- INFORMATION PROVIDED:
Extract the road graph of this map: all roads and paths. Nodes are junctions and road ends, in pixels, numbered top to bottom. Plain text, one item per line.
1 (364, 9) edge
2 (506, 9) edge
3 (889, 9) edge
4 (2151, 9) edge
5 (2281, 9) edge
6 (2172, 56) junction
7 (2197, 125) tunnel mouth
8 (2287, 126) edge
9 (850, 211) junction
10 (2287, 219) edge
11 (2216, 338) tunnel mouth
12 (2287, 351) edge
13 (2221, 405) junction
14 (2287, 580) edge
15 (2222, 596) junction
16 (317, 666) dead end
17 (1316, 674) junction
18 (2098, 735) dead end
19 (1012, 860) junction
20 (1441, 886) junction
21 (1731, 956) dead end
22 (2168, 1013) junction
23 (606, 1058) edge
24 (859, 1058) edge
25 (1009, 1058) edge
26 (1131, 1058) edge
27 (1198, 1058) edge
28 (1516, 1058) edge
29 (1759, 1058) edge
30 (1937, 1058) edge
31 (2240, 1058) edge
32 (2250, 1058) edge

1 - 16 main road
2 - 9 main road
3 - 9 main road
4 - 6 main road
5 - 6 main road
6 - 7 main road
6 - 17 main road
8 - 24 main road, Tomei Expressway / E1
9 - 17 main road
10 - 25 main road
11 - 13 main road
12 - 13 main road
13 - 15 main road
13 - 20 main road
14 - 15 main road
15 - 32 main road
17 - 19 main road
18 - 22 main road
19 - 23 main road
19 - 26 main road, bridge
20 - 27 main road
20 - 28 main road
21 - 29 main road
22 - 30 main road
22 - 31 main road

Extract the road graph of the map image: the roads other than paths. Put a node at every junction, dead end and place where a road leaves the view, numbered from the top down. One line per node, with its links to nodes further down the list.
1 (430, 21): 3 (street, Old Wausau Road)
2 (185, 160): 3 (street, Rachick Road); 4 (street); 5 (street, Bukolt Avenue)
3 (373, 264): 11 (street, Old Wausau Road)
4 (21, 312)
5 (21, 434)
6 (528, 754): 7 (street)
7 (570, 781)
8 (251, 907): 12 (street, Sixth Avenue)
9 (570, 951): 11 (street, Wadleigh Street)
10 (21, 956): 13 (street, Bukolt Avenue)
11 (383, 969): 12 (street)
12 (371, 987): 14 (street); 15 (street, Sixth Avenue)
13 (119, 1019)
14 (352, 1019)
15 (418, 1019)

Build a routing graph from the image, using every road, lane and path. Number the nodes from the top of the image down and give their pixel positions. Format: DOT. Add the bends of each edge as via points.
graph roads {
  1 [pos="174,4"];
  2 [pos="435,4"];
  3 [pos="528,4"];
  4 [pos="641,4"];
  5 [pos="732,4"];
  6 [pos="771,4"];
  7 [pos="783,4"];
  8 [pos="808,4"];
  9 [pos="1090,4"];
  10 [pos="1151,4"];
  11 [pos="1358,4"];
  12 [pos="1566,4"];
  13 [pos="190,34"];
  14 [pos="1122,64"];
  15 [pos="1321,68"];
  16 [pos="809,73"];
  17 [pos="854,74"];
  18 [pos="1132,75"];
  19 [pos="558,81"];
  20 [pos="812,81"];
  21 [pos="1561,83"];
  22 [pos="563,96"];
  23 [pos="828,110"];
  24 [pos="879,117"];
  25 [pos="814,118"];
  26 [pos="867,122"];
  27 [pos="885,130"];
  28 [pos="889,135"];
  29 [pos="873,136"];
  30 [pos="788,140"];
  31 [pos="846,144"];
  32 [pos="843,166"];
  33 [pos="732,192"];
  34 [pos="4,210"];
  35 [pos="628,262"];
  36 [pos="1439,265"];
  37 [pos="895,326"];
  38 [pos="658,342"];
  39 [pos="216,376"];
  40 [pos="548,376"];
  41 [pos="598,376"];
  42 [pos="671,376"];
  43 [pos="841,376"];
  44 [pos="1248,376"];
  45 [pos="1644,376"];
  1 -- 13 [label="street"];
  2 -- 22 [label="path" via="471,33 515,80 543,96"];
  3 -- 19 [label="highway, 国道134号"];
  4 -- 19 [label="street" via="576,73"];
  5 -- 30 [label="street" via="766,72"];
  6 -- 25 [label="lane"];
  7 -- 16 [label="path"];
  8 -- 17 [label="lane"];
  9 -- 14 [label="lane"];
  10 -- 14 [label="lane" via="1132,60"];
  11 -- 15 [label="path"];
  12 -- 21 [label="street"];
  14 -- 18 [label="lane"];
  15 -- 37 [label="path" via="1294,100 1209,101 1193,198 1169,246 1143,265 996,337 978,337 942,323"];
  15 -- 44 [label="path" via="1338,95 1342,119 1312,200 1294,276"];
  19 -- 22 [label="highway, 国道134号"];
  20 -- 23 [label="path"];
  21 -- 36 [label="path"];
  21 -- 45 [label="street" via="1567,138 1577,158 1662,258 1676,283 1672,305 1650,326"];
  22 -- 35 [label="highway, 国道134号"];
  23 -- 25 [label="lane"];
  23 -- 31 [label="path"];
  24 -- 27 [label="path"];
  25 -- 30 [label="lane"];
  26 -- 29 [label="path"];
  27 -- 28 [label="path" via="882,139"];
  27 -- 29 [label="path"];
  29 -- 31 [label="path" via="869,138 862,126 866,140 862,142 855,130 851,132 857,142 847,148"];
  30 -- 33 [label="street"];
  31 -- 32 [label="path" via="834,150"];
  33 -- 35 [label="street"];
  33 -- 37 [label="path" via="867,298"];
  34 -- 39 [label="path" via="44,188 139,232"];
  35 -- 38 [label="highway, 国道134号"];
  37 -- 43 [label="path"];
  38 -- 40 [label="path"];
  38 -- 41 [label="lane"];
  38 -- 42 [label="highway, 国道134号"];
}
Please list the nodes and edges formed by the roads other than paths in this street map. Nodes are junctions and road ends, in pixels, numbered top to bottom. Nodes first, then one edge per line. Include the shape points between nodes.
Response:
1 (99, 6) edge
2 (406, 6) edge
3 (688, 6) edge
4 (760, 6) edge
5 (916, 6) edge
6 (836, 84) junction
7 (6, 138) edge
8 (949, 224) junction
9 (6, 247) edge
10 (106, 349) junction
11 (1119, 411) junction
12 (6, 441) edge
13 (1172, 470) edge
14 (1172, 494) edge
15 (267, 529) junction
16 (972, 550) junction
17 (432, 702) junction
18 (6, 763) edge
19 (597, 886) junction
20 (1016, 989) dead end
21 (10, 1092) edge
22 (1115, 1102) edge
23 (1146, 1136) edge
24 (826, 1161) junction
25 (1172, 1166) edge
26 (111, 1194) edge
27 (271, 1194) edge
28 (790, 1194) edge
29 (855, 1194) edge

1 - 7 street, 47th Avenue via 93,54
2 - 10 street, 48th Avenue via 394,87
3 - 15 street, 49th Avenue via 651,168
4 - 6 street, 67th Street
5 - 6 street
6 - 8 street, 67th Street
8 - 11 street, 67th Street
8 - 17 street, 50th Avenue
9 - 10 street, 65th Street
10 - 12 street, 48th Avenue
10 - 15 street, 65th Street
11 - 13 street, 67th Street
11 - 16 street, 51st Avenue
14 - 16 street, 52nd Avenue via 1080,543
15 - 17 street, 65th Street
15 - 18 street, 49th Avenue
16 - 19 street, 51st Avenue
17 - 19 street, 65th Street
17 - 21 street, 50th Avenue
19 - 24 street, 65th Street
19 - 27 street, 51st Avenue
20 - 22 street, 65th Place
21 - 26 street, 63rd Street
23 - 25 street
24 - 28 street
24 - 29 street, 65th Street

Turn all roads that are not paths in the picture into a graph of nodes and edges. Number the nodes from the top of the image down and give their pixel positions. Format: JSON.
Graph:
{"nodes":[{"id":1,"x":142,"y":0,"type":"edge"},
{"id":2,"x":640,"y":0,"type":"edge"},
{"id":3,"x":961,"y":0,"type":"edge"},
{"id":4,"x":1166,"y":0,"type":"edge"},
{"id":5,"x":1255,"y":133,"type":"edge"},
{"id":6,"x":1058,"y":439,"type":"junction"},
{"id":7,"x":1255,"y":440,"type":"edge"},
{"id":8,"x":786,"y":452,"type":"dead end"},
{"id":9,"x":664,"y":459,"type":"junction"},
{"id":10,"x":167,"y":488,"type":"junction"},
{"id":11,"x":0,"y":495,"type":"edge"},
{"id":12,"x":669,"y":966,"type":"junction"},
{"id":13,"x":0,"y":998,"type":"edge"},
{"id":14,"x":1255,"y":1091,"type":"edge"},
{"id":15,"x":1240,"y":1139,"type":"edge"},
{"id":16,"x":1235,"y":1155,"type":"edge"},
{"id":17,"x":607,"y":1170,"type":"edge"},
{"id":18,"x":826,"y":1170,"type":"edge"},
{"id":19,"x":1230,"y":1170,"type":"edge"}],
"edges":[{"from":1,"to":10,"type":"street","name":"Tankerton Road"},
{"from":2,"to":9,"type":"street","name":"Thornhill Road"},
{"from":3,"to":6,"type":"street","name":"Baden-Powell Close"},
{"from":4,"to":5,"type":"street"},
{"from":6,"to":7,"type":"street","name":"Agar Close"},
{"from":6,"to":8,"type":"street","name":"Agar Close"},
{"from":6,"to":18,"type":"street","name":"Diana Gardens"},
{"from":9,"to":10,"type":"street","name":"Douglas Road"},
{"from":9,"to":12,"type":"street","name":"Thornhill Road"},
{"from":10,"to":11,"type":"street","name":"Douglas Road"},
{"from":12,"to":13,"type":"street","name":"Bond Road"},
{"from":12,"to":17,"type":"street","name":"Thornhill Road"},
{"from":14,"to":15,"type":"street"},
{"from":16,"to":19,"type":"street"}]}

- YOUR GOAL: Which lines in the listing above hold the word "bottom"? Show each of them.

- WRITTEN REPLY:
Extract the road graph of this map: all roads and paths. Nodes are junctions and road ends, in pixels, numbered top to bottom. Plain text, one item per line.
Please list the nodes and edges formed by the roads other than paths in this street map. Nodes are junctions and road ends, in pixels, numbered top to bottom. Nodes first, then one edge per line. Include the shape points between nodes.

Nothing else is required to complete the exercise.